[Try it] Please write out the listing exactly, leaving each picture out.

[Raw data]
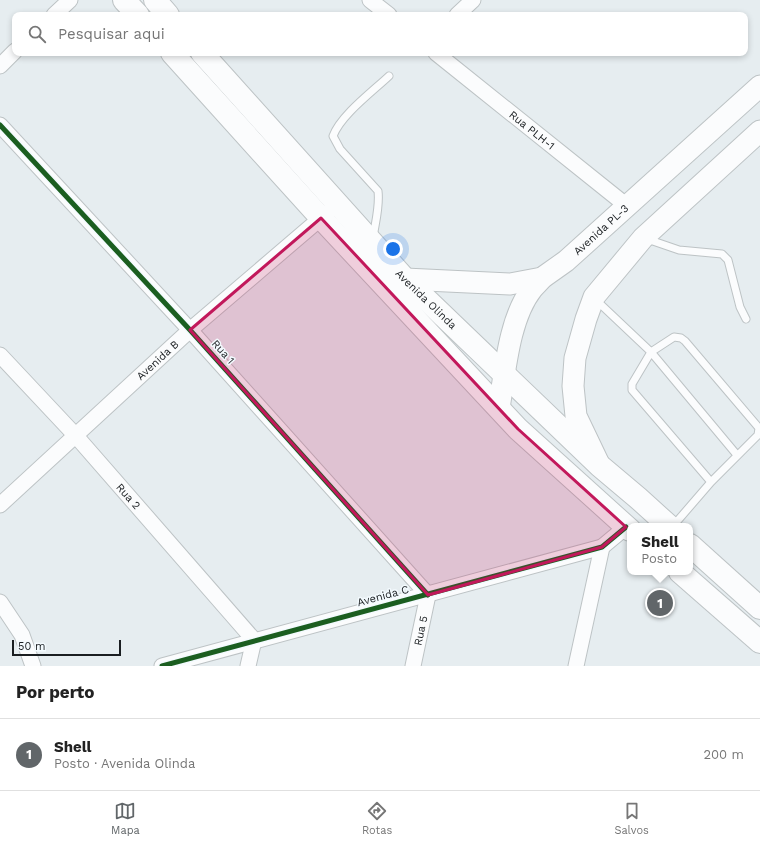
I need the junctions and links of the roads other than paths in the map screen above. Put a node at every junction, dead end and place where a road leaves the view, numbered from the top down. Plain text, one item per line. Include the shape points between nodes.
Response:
1 (70, 0) edge
2 (124, 0) edge
3 (155, 0) edge
4 (370, 0) edge
5 (473, 0) edge
6 (57, 12) edge
7 (135, 12) edge
8 (165, 12) edge
9 (385, 12) edge
10 (460, 12) edge
11 (12, 54) edge
12 (175, 56) edge
13 (205, 56) edge
14 (440, 56) edge
15 (0, 66) edge
16 (389, 76) dead end
17 (760, 86) edge
18 (0, 125) edge
19 (760, 131) edge
20 (338, 204) junction
21 (627, 206) junction
22 (321, 218) junction
23 (643, 238) junction
24 (372, 242) junction
25 (542, 278) junction
26 (405, 279) junction
27 (594, 297) junction
28 (746, 319) dead end
29 (190, 330) junction
30 (651, 352) junction
31 (0, 355) edge
32 (504, 374) junction
33 (499, 408) junction
34 (76, 436) junction
35 (737, 455) junction
36 (600, 466) junction
37 (711, 482) junction
38 (638, 498) junction
39 (0, 505) edge
40 (666, 523) edge
41 (676, 523) edge
42 (625, 525) edge
43 (602, 547) junction
44 (693, 548) edge
45 (683, 575) edge
46 (428, 595) junction
47 (0, 602) edge
48 (760, 608) edge
49 (254, 640) junction
50 (760, 642) edge
51 (33, 666) edge
52 (162, 666) edge
53 (248, 666) edge
54 (413, 666) edge
55 (576, 666) edge

1 - 6 street
2 - 7 main road
3 - 8 main road
4 - 9 street
5 - 10 street
11 - 15 street
12 - 22 main road, Avenida Olinda
13 - 20 main road, Avenida Olinda
14 - 21 street, Rua PLH-1
16 - 24 lane via 350,112 336,128 333,136 340,149 378,191 378,211
17 - 21 street, Avenida PL-3
18 - 29 street, Rua 1
19 - 23 street
20 - 22 street, Avenida B
20 - 24 main road, Avenida Olinda
21 - 25 street, Avenida PL-3 via 566,261
22 - 29 street, Avenida B
22 - 33 main road, Avenida Olinda
23 - 27 street
23 - 28 lane via 678,250 722,254 728,260 740,307
24 - 26 main road, Avenida Olinda
25 - 26 street, Avenida PL-3 via 510,284
25 - 32 street via 531,289 516,319
26 - 32 main road, Avenida Olinda
27 - 30 lane
27 - 36 street via 575,358 572,386 576,416
29 - 34 street, Avenida B
29 - 46 street, Rua 1
30 - 35 lane
30 - 35 lane via 674,337 681,338 739,404 759,428 759,432
30 - 37 lane via 632,384 632,390
31 - 34 street, Rua 2
32 - 33 street
32 - 36 main road, Avenida Olinda
33 - 42 main road, Avenida Olinda via 518,429
34 - 39 street, Avenida B
34 - 49 street, Rua 2
35 - 37 lane
36 - 38 main road, Avenida Olinda
37 - 41 lane
38 - 40 main road, Avenida Olinda
38 - 42 main road
42 - 43 street, Avenida C
43 - 46 street, Avenida C
43 - 55 street
44 - 48 main road
45 - 50 main road
46 - 49 street, Avenida C
46 - 54 street, Rua 5
47 - 51 street via 22,635
49 - 52 street, Avenida C
49 - 53 street

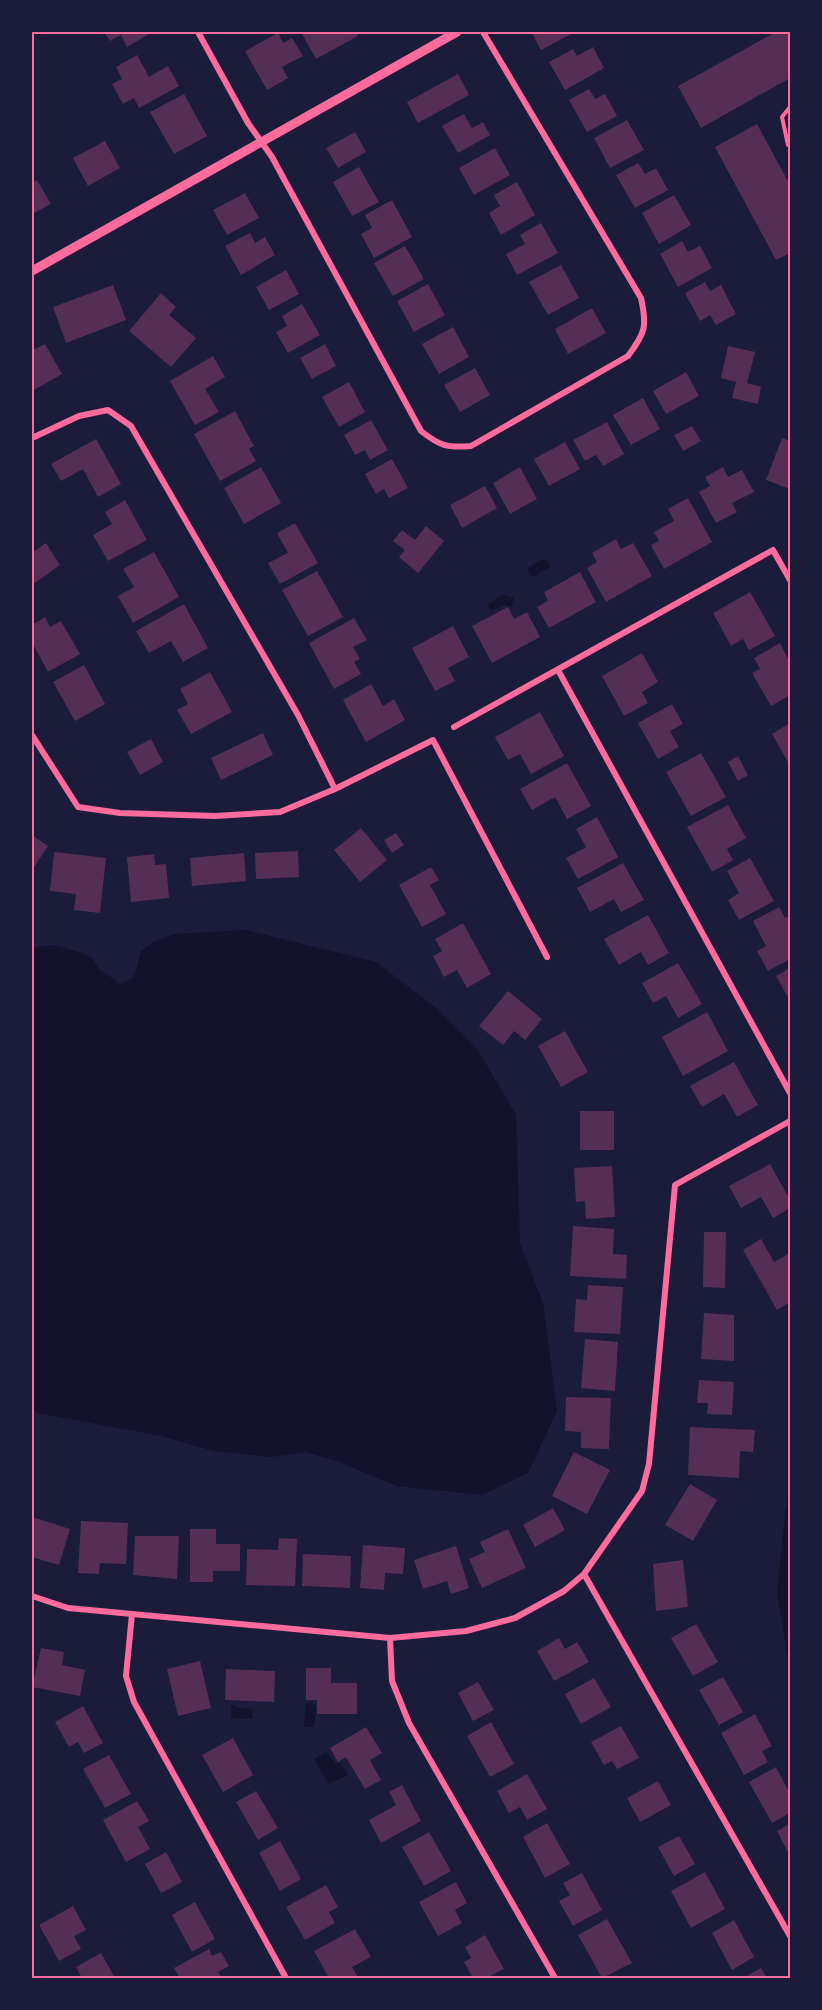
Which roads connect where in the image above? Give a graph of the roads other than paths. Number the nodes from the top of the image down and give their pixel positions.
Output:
1 (198, 32) edge
2 (457, 32) edge
3 (483, 32) edge
4 (790, 107) edge
5 (261, 141) junction
6 (790, 146) edge
7 (32, 271) edge
8 (32, 438) edge
9 (790, 580) edge
10 (558, 670) junction
11 (454, 727) dead end
12 (32, 735) edge
13 (335, 789) junction
14 (547, 957) dead end
15 (790, 1093) edge
16 (790, 1121) edge
17 (584, 1574) junction
18 (32, 1596) edge
19 (132, 1614) junction
20 (390, 1638) junction
21 (790, 1936) edge
22 (286, 1978) edge
23 (555, 1978) edge

1 - 5 street
2 - 5 street
3 - 5 street
4 - 6 lane
5 - 7 street
8 - 13 street
9 - 10 street
10 - 11 street
10 - 15 street
12 - 13 street
13 - 14 street
16 - 17 street
17 - 20 street
17 - 21 street
18 - 19 street
19 - 20 street
19 - 22 street
20 - 23 street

[Response]
I need the junctions and links of the roads other than paths in the map screen above. Put a node at every junction, dead end and place where a road leaves the view, numbered from the top down. Plain text, one item per line. Include the shape points between nodes.
Response:
1 (70, 0) edge
2 (124, 0) edge
3 (155, 0) edge
4 (370, 0) edge
5 (473, 0) edge
6 (57, 12) edge
7 (135, 12) edge
8 (165, 12) edge
9 (385, 12) edge
10 (460, 12) edge
11 (12, 54) edge
12 (175, 56) edge
13 (205, 56) edge
14 (440, 56) edge
15 (0, 66) edge
16 (389, 76) dead end
17 (760, 86) edge
18 (0, 125) edge
19 (760, 131) edge
20 (338, 204) junction
21 (627, 206) junction
22 (321, 218) junction
23 (643, 238) junction
24 (372, 242) junction
25 (542, 278) junction
26 (405, 279) junction
27 (594, 297) junction
28 (746, 319) dead end
29 (190, 330) junction
30 (651, 352) junction
31 (0, 355) edge
32 (504, 374) junction
33 (499, 408) junction
34 (76, 436) junction
35 (737, 455) junction
36 (600, 466) junction
37 (711, 482) junction
38 (638, 498) junction
39 (0, 505) edge
40 (666, 523) edge
41 (676, 523) edge
42 (625, 525) edge
43 (602, 547) junction
44 (693, 548) edge
45 (683, 575) edge
46 (428, 595) junction
47 (0, 602) edge
48 (760, 608) edge
49 (254, 640) junction
50 (760, 642) edge
51 (33, 666) edge
52 (162, 666) edge
53 (248, 666) edge
54 (413, 666) edge
55 (576, 666) edge

1 - 6 street
2 - 7 main road
3 - 8 main road
4 - 9 street
5 - 10 street
11 - 15 street
12 - 22 main road, Avenida Olinda
13 - 20 main road, Avenida Olinda
14 - 21 street, Rua PLH-1
16 - 24 lane via 350,112 336,128 333,136 340,149 378,191 378,211
17 - 21 street, Avenida PL-3
18 - 29 street, Rua 1
19 - 23 street
20 - 22 street, Avenida B
20 - 24 main road, Avenida Olinda
21 - 25 street, Avenida PL-3 via 566,261
22 - 29 street, Avenida B
22 - 33 main road, Avenida Olinda
23 - 27 street
23 - 28 lane via 678,250 722,254 728,260 740,307
24 - 26 main road, Avenida Olinda
25 - 26 street, Avenida PL-3 via 510,284
25 - 32 street via 531,289 516,319
26 - 32 main road, Avenida Olinda
27 - 30 lane
27 - 36 street via 575,358 572,386 576,416
29 - 34 street, Avenida B
29 - 46 street, Rua 1
30 - 35 lane
30 - 35 lane via 674,337 681,338 739,404 759,428 759,432
30 - 37 lane via 632,384 632,390
31 - 34 street, Rua 2
32 - 33 street
32 - 36 main road, Avenida Olinda
33 - 42 main road, Avenida Olinda via 518,429
34 - 39 street, Avenida B
34 - 49 street, Rua 2
35 - 37 lane
36 - 38 main road, Avenida Olinda
37 - 41 lane
38 - 40 main road, Avenida Olinda
38 - 42 main road
42 - 43 street, Avenida C
43 - 46 street, Avenida C
43 - 55 street
44 - 48 main road
45 - 50 main road
46 - 49 street, Avenida C
46 - 54 street, Rua 5
47 - 51 street via 22,635
49 - 52 street, Avenida C
49 - 53 street

Which roads connect where in the image above? Give a graph of the roads other than paths. Number the nodes from the top of the image down and give their pixel positions.
Output:
1 (198, 32) edge
2 (457, 32) edge
3 (483, 32) edge
4 (790, 107) edge
5 (261, 141) junction
6 (790, 146) edge
7 (32, 271) edge
8 (32, 438) edge
9 (790, 580) edge
10 (558, 670) junction
11 (454, 727) dead end
12 (32, 735) edge
13 (335, 789) junction
14 (547, 957) dead end
15 (790, 1093) edge
16 (790, 1121) edge
17 (584, 1574) junction
18 (32, 1596) edge
19 (132, 1614) junction
20 (390, 1638) junction
21 (790, 1936) edge
22 (286, 1978) edge
23 (555, 1978) edge

1 - 5 street
2 - 5 street
3 - 5 street
4 - 6 lane
5 - 7 street
8 - 13 street
9 - 10 street
10 - 11 street
10 - 15 street
12 - 13 street
13 - 14 street
16 - 17 street
17 - 20 street
17 - 21 street
18 - 19 street
19 - 20 street
19 - 22 street
20 - 23 street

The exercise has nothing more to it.